Nei successivi 12 anni, una media di oltre 30.000 persone l’anno si tolse la vita in un paese ricco e avanzato. Il numero, decisamente allarmante, è cinque volte maggiore di quello delle vittime causato ogni anno da incidenti stradali. “Circondati da ricchezze materiali di ogni tipo, i giapponesi hanno avuto serie difficoltà a trovare speranza nel loro futuro: hanno perso la speranza di continuare a vivere”, dice il vescovo. Un segnale di cambiamento, anche se piccolo, è stato registrato in occasione del tragico terremoto seguito da uno tsunami che ha causato enormi distruzioni in alcune aree del Giappone nel marzo 2011: da quel disastro, che ha suscitato grande solidarietà e unità nel Paese, il numero di i suicidi, in un modo apparentemente paradossale, si sono ridotti. Nel 2010 erano stati 31.690. Nel 2011 invece 30.651. Nel 2012 ce ne sono stati ancora di meno (27.858). E nel 2013 altra flessione (27.283). Il motivo della diminuzione non è chiaro, ma si stima che una delle cause sia legata alla riflessione sul significato della vita che è stata percepita tra i giapponesi dopo quella colossale calamità.

Il problema è molto sentito

Il vescovo osserva poi che l’abbondanza di ricchezza materiale e l’accesso ai frutti di uno straordinario sviluppo tecnologico sono insufficienti per portare all’arricchimento dell’anima.
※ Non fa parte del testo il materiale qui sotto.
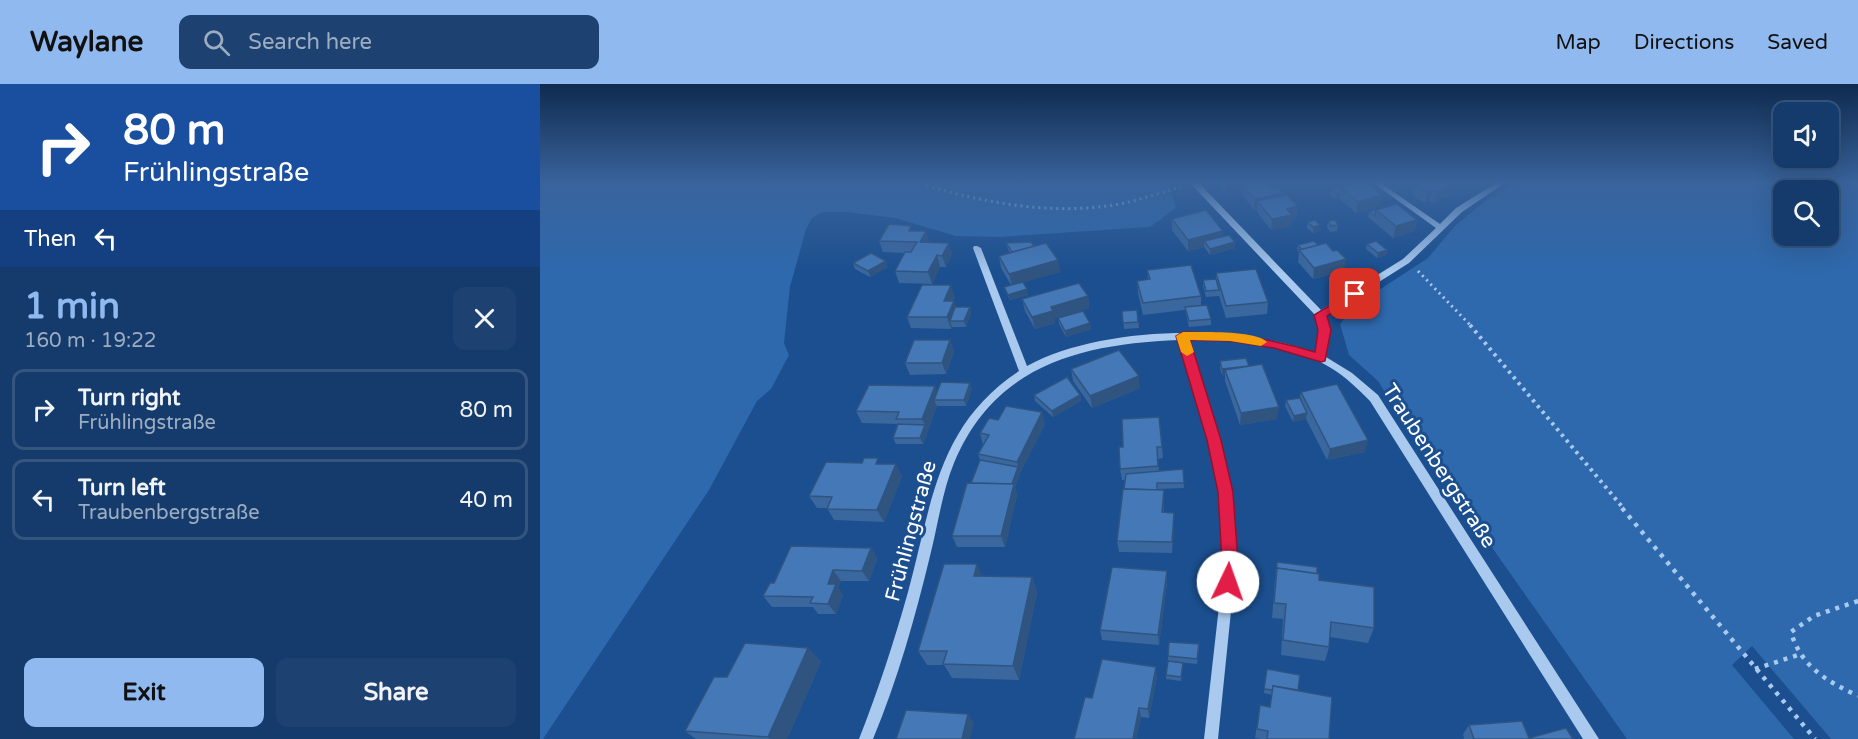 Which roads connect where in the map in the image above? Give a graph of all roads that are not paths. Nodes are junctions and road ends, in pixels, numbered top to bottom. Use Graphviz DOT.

La società giapponese si è concentrata sullo sviluppo materiale e ha relegato la spiritualità e la religiosità ad un piano periferico della vita quotidiana. Questo ha portato le persone ad isolarsi e sentirsi vuote, senza significato esistenziale. Ed è risaputo che l’isolamento ed il vuoto dell’anima sono tra le cause principali della depressione e che da lì a togliersi la vita il passo è breve. La Chiesa cattolica giapponese sta affrontando questo problema da molto tempo. Nel 2001, l’episcopato nazionale ha dedicato una campagna specifica a questo tema, attraverso il messaggio “Reverence for life”. Lo stesso messaggio è stato rilanciato a partire da gennaio 2017, con un approccio diretto al problema dei suicidi ed un appello alla popolazione a prestare particolare attenzione all’isolamento degli individui.